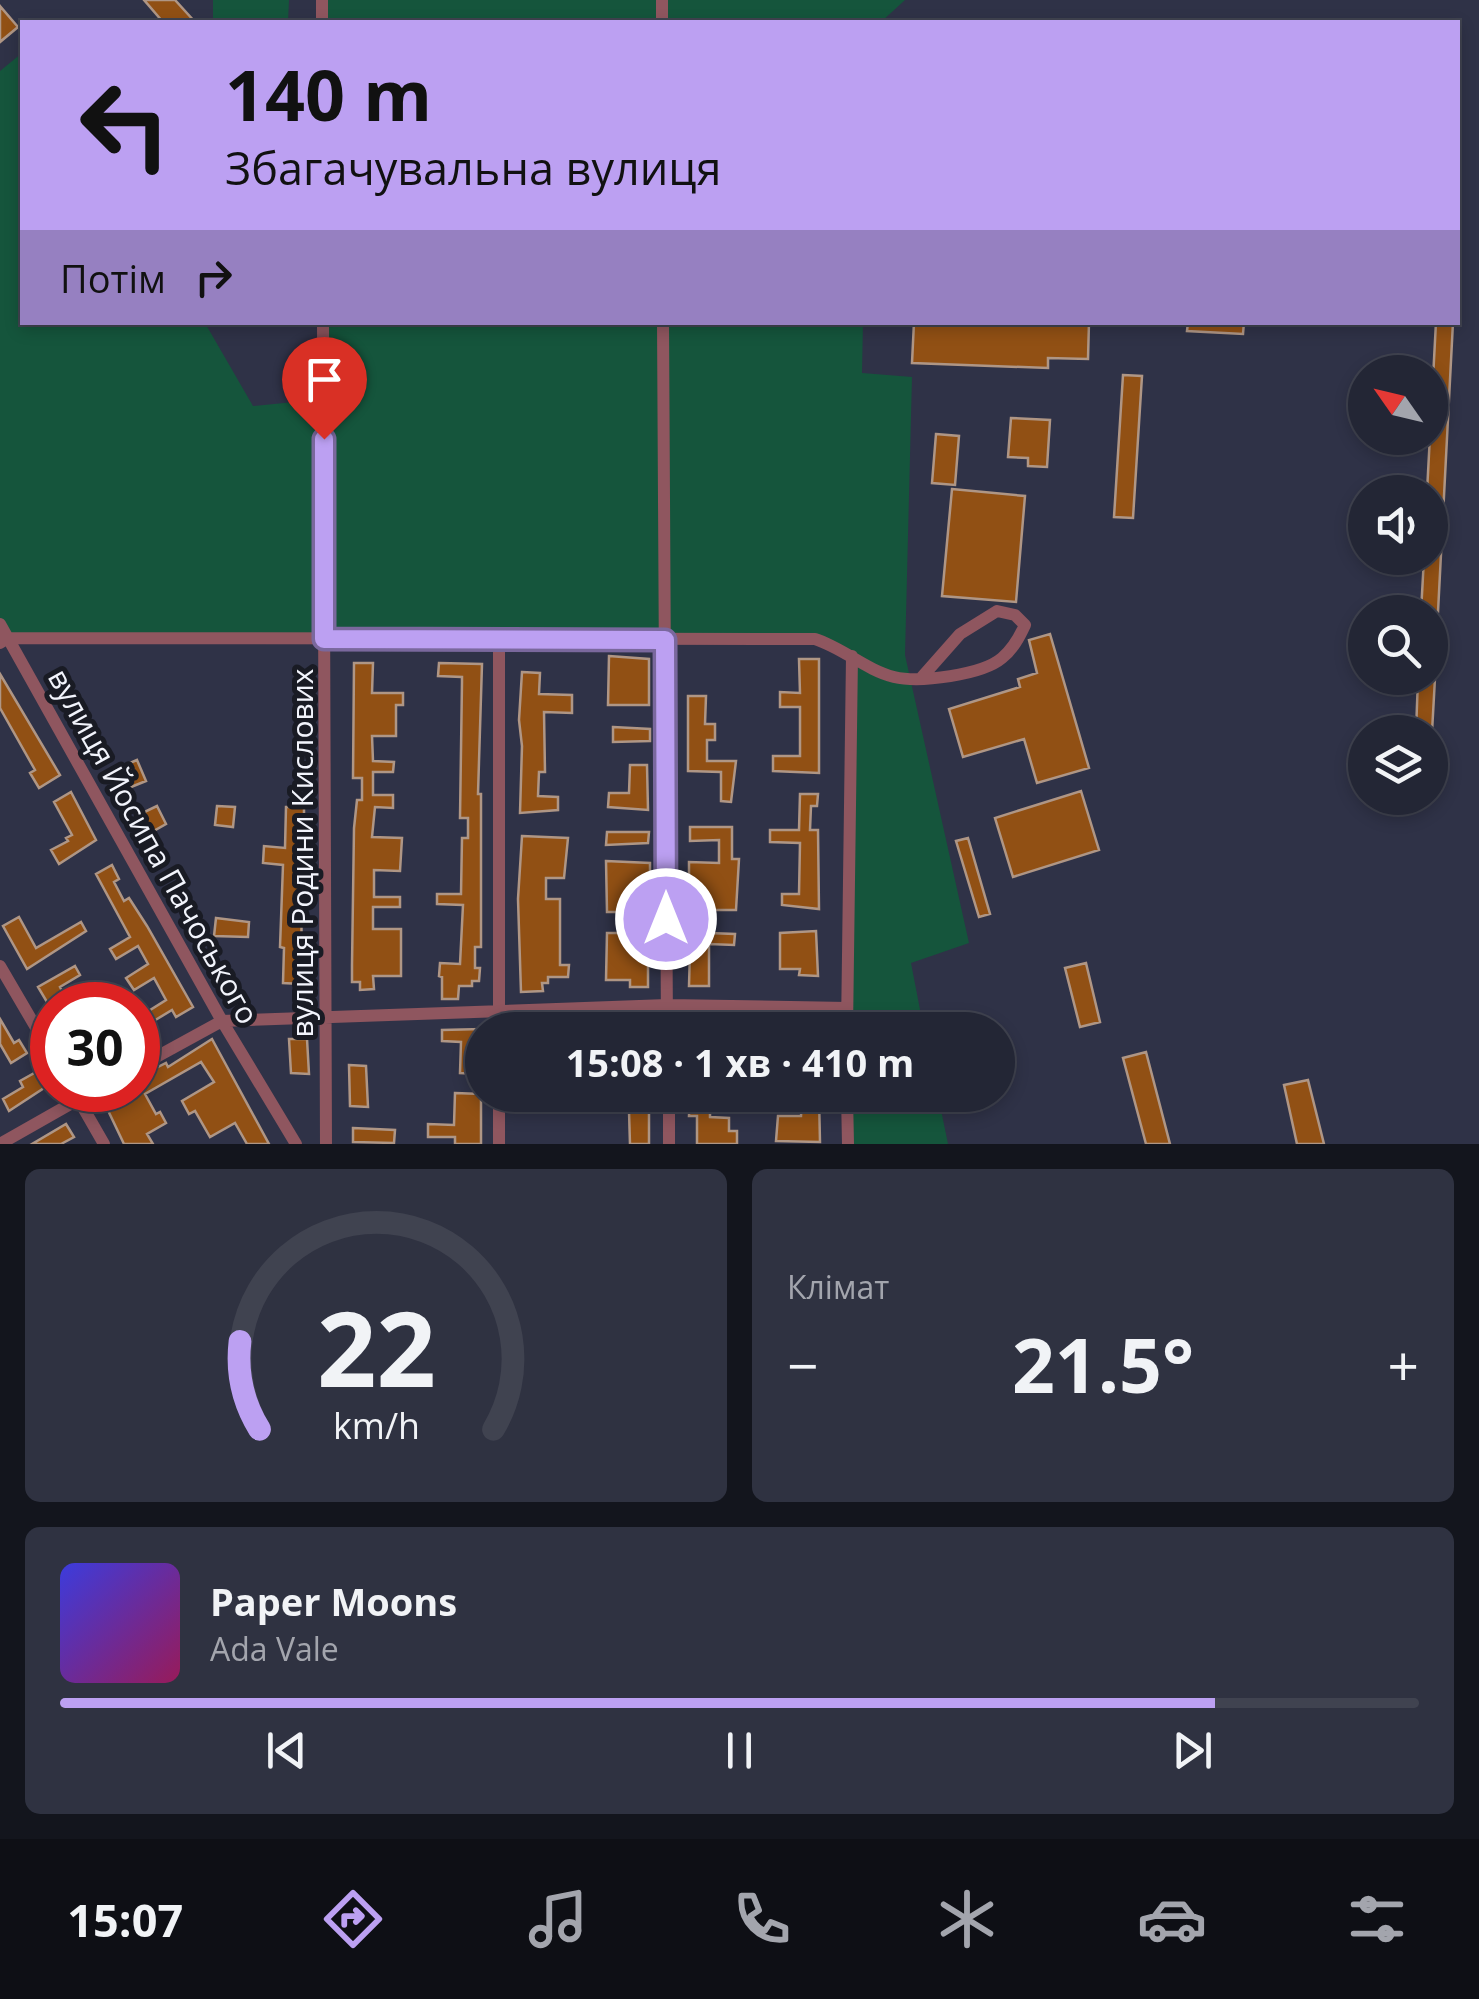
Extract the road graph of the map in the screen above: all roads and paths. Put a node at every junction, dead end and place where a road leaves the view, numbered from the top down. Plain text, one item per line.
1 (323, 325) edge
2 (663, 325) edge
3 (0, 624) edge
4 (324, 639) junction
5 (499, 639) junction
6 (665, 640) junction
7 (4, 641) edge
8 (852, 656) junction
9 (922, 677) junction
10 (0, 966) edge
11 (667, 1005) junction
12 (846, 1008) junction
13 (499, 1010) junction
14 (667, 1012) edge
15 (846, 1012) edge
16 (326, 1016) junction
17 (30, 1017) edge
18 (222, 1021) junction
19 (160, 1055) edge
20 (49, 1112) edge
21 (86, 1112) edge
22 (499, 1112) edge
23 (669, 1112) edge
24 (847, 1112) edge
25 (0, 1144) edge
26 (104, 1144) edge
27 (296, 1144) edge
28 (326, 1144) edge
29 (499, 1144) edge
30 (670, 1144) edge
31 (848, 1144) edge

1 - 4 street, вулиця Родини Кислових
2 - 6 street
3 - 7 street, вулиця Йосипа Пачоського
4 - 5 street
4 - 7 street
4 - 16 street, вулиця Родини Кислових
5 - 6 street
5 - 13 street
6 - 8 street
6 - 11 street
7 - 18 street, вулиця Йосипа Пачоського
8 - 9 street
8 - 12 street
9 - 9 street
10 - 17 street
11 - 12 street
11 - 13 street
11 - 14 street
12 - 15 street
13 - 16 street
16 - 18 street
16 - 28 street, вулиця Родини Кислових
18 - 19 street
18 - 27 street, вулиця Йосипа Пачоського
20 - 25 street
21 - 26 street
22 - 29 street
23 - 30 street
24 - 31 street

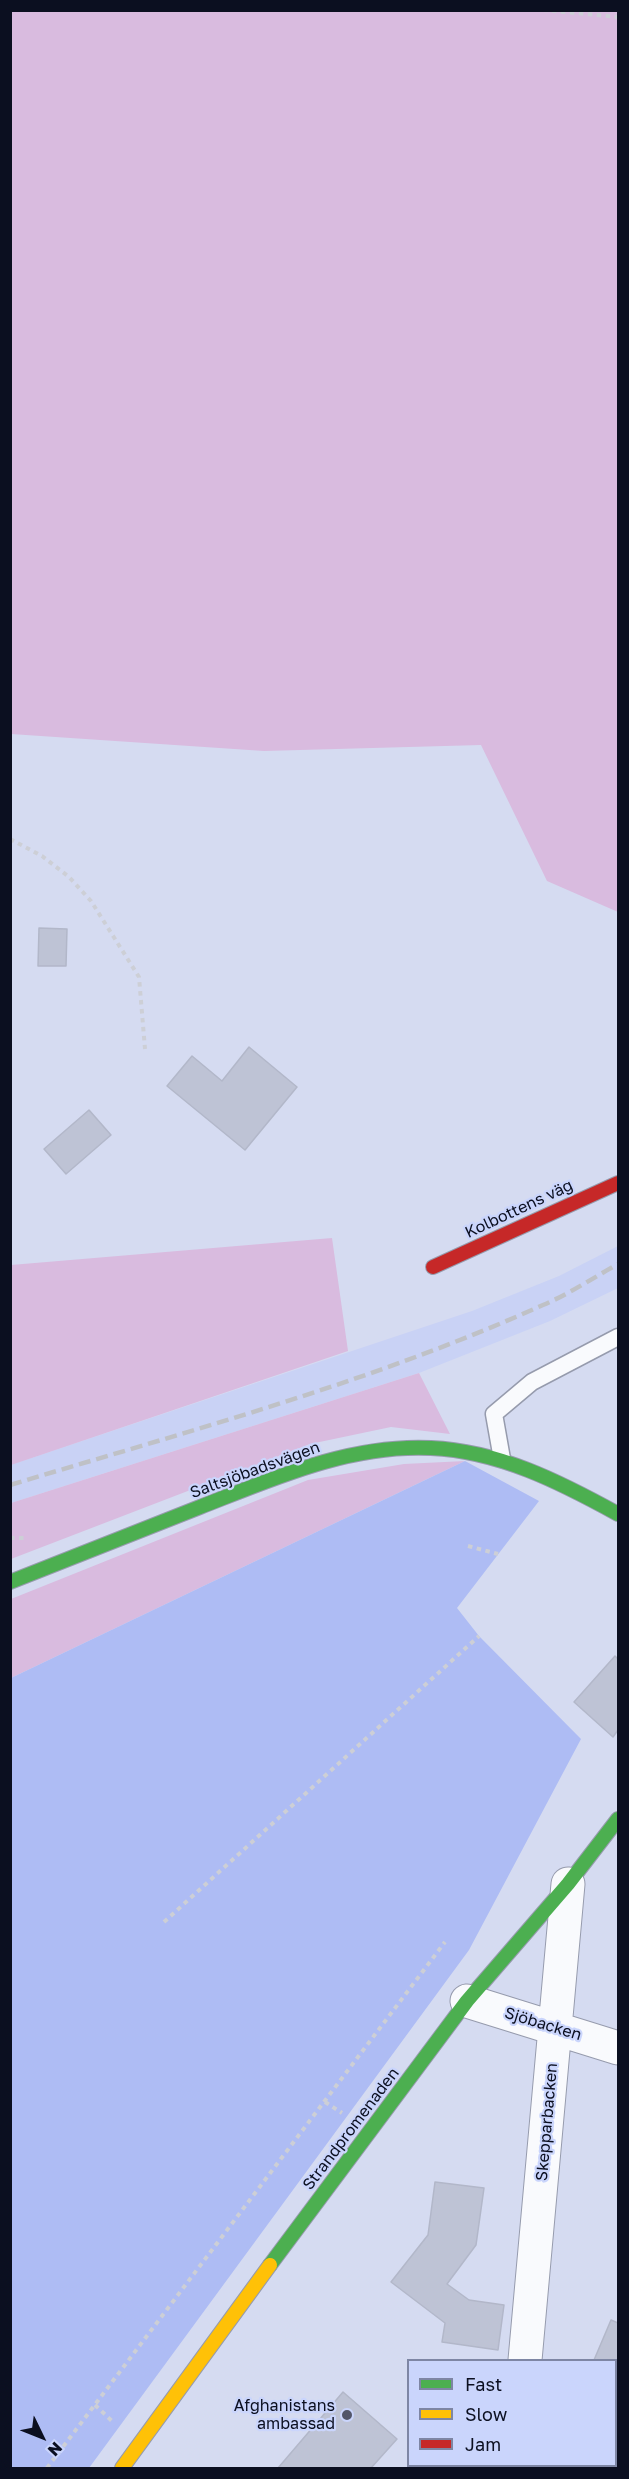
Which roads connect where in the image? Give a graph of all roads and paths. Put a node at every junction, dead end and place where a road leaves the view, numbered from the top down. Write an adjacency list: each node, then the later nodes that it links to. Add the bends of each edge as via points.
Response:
※ ※ ※
*PROBLEM TO SOLVE*: A faithful, word-for-word copy of the records above, pictures left out, is the answer.

*RESPONSE FOR THIS EXERCISE*:
Extract the road graph of the map in the screen above: all roads and paths. Put a node at every junction, dead end and place where a road leaves the view, numbered from the top down. Plain text, one item per line.
1 (323, 325) edge
2 (663, 325) edge
3 (0, 624) edge
4 (324, 639) junction
5 (499, 639) junction
6 (665, 640) junction
7 (4, 641) edge
8 (852, 656) junction
9 (922, 677) junction
10 (0, 966) edge
11 (667, 1005) junction
12 (846, 1008) junction
13 (499, 1010) junction
14 (667, 1012) edge
15 (846, 1012) edge
16 (326, 1016) junction
17 (30, 1017) edge
18 (222, 1021) junction
19 (160, 1055) edge
20 (49, 1112) edge
21 (86, 1112) edge
22 (499, 1112) edge
23 (669, 1112) edge
24 (847, 1112) edge
25 (0, 1144) edge
26 (104, 1144) edge
27 (296, 1144) edge
28 (326, 1144) edge
29 (499, 1144) edge
30 (670, 1144) edge
31 (848, 1144) edge

1 - 4 street, вулиця Родини Кислових
2 - 6 street
3 - 7 street, вулиця Йосипа Пачоського
4 - 5 street
4 - 7 street
4 - 16 street, вулиця Родини Кислових
5 - 6 street
5 - 13 street
6 - 8 street
6 - 11 street
7 - 18 street, вулиця Йосипа Пачоського
8 - 9 street
8 - 12 street
9 - 9 street
10 - 17 street
11 - 12 street
11 - 13 street
11 - 14 street
12 - 15 street
13 - 16 street
16 - 18 street
16 - 28 street, вулиця Родини Кислових
18 - 19 street
18 - 27 street, вулиця Йосипа Пачоського
20 - 25 street
21 - 26 street
22 - 29 street
23 - 30 street
24 - 31 street

Which roads connect where in the image? Give a graph of all roads and paths. Put a node at every junction, dead end and place where a road leaves the view, numbered from the top down. Write an adjacency list: each node, then the later nodes that it links to. Add the bends of each edge as via points.
Response:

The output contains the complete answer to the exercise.